But those types of memories aren’t limited to physical places. After watching a single episode of the new Fallout TV show a couple months ago, I (and apparently millions of other people) redownloaded Fallout 4 and dove back into the Commonwealth. As a fan of Fallout 3 and Fallout: New Vegas, I originally picked up Fallout 4 not long after its release in 2015 and began playing compulsively. Unlike some, the settlement building mechanic drew me in, and I was obsessed with growing my towns and protecting my settlers. Soon after, I learned I was going to move to Boston, and immediately dove back in to see how my new digs would line up with the compressed version I had already experienced.

Suddenly, the world of Fallout 4 was more real, and more memorable than ever. I basically worked for the Institute, lived next door to the Brotherhood of Steel’s home base, and wandered around the old church where the Railroad made its hideout. Faneuil Hall was no longer an abstraction, but a distinct place that I knew well, and knew how the designers got it wrong. The memories of my lived life stacked on top of my virtual memories of Fallout 4.

Then, after a few hundred hours of play in the Commonwealth, I stopped playing. Other games came and went. I roamed the 1800s West in Red Dead Redemption II; I raided the Mediterranean and English Channel in Assassin’s Creed; I created whole worlds in Minecraft.

Artwork from Fallout 4 shows the underside of a ruined overpass in the post-apocalyptic wasteland.

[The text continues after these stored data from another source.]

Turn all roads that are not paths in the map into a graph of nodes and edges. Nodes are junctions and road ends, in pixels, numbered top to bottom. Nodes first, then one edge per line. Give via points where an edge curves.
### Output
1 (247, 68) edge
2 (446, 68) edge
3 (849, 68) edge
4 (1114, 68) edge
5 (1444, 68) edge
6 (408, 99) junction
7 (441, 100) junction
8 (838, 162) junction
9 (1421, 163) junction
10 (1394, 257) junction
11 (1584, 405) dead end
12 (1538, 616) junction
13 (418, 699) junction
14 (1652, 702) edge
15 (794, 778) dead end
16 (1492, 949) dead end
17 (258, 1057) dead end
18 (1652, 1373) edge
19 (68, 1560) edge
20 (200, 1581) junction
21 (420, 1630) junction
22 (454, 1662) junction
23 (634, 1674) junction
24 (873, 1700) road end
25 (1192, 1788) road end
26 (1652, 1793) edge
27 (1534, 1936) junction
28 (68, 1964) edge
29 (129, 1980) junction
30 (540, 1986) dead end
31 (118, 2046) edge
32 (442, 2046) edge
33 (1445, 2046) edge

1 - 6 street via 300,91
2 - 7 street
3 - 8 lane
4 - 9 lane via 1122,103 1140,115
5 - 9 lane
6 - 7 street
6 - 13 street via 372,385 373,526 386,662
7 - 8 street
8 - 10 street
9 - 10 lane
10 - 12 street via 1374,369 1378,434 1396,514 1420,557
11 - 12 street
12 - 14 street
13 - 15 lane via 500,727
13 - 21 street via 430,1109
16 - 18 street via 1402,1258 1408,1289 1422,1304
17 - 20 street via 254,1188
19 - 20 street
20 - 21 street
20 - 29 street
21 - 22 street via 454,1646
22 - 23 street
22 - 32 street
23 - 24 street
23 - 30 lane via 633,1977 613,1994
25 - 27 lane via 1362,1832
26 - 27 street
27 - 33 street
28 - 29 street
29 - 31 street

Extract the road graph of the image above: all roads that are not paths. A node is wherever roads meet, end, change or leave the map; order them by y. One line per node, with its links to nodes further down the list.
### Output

Suddenly though, after at least five years of not touching Fallout 4, I’m back in the Commonwealth, and the memories flood back to me, just like when I came back to St. Louis. Oh, that pack of raiders right around this corner in the North End is deadly; there’s a Mirelurk Queen who lives right in this swamp that I need to avoid until I’m leveled enough; the Deliverer is obviously the best gun in the game.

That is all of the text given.